• INSTRUCTIONS FOR THE TASK
Transcribe the records word for word. Leave every picture out.

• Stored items
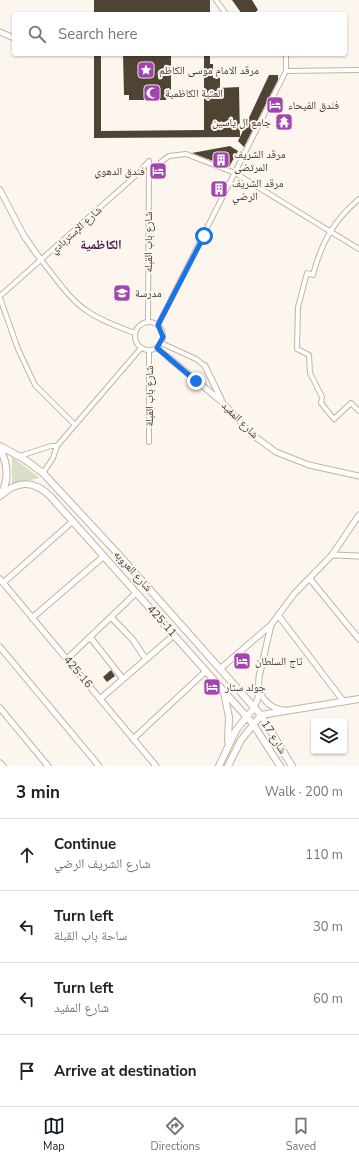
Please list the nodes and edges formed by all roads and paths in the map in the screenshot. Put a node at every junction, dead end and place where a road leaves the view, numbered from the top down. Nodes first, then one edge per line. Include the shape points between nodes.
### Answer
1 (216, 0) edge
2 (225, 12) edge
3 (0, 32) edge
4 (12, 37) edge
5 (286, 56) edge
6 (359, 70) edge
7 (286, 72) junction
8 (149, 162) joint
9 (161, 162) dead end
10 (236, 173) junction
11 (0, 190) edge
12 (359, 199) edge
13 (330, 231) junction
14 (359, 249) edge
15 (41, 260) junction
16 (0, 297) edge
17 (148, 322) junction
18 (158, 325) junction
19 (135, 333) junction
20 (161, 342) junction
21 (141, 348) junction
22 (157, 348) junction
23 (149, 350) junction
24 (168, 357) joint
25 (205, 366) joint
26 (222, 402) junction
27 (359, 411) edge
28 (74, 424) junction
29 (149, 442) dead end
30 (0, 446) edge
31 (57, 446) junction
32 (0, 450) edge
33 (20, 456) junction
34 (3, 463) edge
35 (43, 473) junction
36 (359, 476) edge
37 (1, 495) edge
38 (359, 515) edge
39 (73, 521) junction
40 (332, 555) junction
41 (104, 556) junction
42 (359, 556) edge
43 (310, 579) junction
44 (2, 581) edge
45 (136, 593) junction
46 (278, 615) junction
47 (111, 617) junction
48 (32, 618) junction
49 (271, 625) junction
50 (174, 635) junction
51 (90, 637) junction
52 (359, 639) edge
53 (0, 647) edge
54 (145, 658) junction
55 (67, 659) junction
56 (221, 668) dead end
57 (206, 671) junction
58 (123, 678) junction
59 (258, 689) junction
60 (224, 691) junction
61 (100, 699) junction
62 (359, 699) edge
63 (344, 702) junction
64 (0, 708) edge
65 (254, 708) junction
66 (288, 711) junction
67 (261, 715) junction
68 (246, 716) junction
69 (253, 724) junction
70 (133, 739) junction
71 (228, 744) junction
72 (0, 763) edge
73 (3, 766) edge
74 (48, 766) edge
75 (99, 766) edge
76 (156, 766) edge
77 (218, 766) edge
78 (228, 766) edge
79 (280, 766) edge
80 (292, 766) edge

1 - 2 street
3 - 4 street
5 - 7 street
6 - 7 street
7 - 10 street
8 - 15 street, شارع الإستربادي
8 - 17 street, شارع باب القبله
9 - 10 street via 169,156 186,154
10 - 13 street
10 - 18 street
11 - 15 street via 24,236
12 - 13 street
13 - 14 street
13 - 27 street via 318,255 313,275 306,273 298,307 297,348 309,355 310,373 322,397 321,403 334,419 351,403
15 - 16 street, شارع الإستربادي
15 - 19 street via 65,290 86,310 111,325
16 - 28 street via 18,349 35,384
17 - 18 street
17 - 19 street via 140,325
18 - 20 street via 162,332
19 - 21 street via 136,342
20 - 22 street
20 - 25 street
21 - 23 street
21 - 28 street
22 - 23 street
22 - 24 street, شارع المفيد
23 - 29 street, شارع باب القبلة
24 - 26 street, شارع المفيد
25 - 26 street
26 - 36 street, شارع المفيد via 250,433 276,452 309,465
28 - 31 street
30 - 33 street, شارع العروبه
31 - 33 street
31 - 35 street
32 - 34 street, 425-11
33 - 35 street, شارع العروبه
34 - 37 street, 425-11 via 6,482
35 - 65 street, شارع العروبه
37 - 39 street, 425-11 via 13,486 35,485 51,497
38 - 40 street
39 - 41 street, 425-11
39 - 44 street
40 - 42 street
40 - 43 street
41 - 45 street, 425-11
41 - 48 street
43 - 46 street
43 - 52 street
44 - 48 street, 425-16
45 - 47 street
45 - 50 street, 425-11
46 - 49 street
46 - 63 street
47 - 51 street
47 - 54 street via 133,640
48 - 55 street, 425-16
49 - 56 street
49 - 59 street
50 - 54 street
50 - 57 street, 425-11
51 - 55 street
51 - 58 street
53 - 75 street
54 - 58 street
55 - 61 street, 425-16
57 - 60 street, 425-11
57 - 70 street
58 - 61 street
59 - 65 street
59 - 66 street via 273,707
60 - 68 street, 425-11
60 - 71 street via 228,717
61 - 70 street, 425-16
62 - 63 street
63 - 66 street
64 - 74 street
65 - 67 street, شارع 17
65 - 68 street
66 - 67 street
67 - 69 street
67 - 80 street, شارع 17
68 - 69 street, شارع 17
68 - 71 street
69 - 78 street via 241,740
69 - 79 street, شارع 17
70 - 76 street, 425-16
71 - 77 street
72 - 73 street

• RESULT OF THIS TASK
Please list the nodes and edges formed by all roads and paths in the map in the screenshot. Put a node at every junction, dead end and place where a road leaves the view, numbered from the top down. Nodes first, then one edge per line. Include the shape points between nodes.
### Answer
1 (216, 0) edge
2 (225, 12) edge
3 (0, 32) edge
4 (12, 37) edge
5 (286, 56) edge
6 (359, 70) edge
7 (286, 72) junction
8 (149, 162) joint
9 (161, 162) dead end
10 (236, 173) junction
11 (0, 190) edge
12 (359, 199) edge
13 (330, 231) junction
14 (359, 249) edge
15 (41, 260) junction
16 (0, 297) edge
17 (148, 322) junction
18 (158, 325) junction
19 (135, 333) junction
20 (161, 342) junction
21 (141, 348) junction
22 (157, 348) junction
23 (149, 350) junction
24 (168, 357) joint
25 (205, 366) joint
26 (222, 402) junction
27 (359, 411) edge
28 (74, 424) junction
29 (149, 442) dead end
30 (0, 446) edge
31 (57, 446) junction
32 (0, 450) edge
33 (20, 456) junction
34 (3, 463) edge
35 (43, 473) junction
36 (359, 476) edge
37 (1, 495) edge
38 (359, 515) edge
39 (73, 521) junction
40 (332, 555) junction
41 (104, 556) junction
42 (359, 556) edge
43 (310, 579) junction
44 (2, 581) edge
45 (136, 593) junction
46 (278, 615) junction
47 (111, 617) junction
48 (32, 618) junction
49 (271, 625) junction
50 (174, 635) junction
51 (90, 637) junction
52 (359, 639) edge
53 (0, 647) edge
54 (145, 658) junction
55 (67, 659) junction
56 (221, 668) dead end
57 (206, 671) junction
58 (123, 678) junction
59 (258, 689) junction
60 (224, 691) junction
61 (100, 699) junction
62 (359, 699) edge
63 (344, 702) junction
64 (0, 708) edge
65 (254, 708) junction
66 (288, 711) junction
67 (261, 715) junction
68 (246, 716) junction
69 (253, 724) junction
70 (133, 739) junction
71 (228, 744) junction
72 (0, 763) edge
73 (3, 766) edge
74 (48, 766) edge
75 (99, 766) edge
76 (156, 766) edge
77 (218, 766) edge
78 (228, 766) edge
79 (280, 766) edge
80 (292, 766) edge

1 - 2 street
3 - 4 street
5 - 7 street
6 - 7 street
7 - 10 street
8 - 15 street, شارع الإستربادي
8 - 17 street, شارع باب القبله
9 - 10 street via 169,156 186,154
10 - 13 street
10 - 18 street
11 - 15 street via 24,236
12 - 13 street
13 - 14 street
13 - 27 street via 318,255 313,275 306,273 298,307 297,348 309,355 310,373 322,397 321,403 334,419 351,403
15 - 16 street, شارع الإستربادي
15 - 19 street via 65,290 86,310 111,325
16 - 28 street via 18,349 35,384
17 - 18 street
17 - 19 street via 140,325
18 - 20 street via 162,332
19 - 21 street via 136,342
20 - 22 street
20 - 25 street
21 - 23 street
21 - 28 street
22 - 23 street
22 - 24 street, شارع المفيد
23 - 29 street, شارع باب القبلة
24 - 26 street, شارع المفيد
25 - 26 street
26 - 36 street, شارع المفيد via 250,433 276,452 309,465
28 - 31 street
30 - 33 street, شارع العروبه
31 - 33 street
31 - 35 street
32 - 34 street, 425-11
33 - 35 street, شارع العروبه
34 - 37 street, 425-11 via 6,482
35 - 65 street, شارع العروبه
37 - 39 street, 425-11 via 13,486 35,485 51,497
38 - 40 street
39 - 41 street, 425-11
39 - 44 street
40 - 42 street
40 - 43 street
41 - 45 street, 425-11
41 - 48 street
43 - 46 street
43 - 52 street
44 - 48 street, 425-16
45 - 47 street
45 - 50 street, 425-11
46 - 49 street
46 - 63 street
47 - 51 street
47 - 54 street via 133,640
48 - 55 street, 425-16
49 - 56 street
49 - 59 street
50 - 54 street
50 - 57 street, 425-11
51 - 55 street
51 - 58 street
53 - 75 street
54 - 58 street
55 - 61 street, 425-16
57 - 60 street, 425-11
57 - 70 street
58 - 61 street
59 - 65 street
59 - 66 street via 273,707
60 - 68 street, 425-11
60 - 71 street via 228,717
61 - 70 street, 425-16
62 - 63 street
63 - 66 street
64 - 74 street
65 - 67 street, شارع 17
65 - 68 street
66 - 67 street
67 - 69 street
67 - 80 street, شارع 17
68 - 69 street, شارع 17
68 - 71 street
69 - 78 street via 241,740
69 - 79 street, شارع 17
70 - 76 street, 425-16
71 - 77 street
72 - 73 street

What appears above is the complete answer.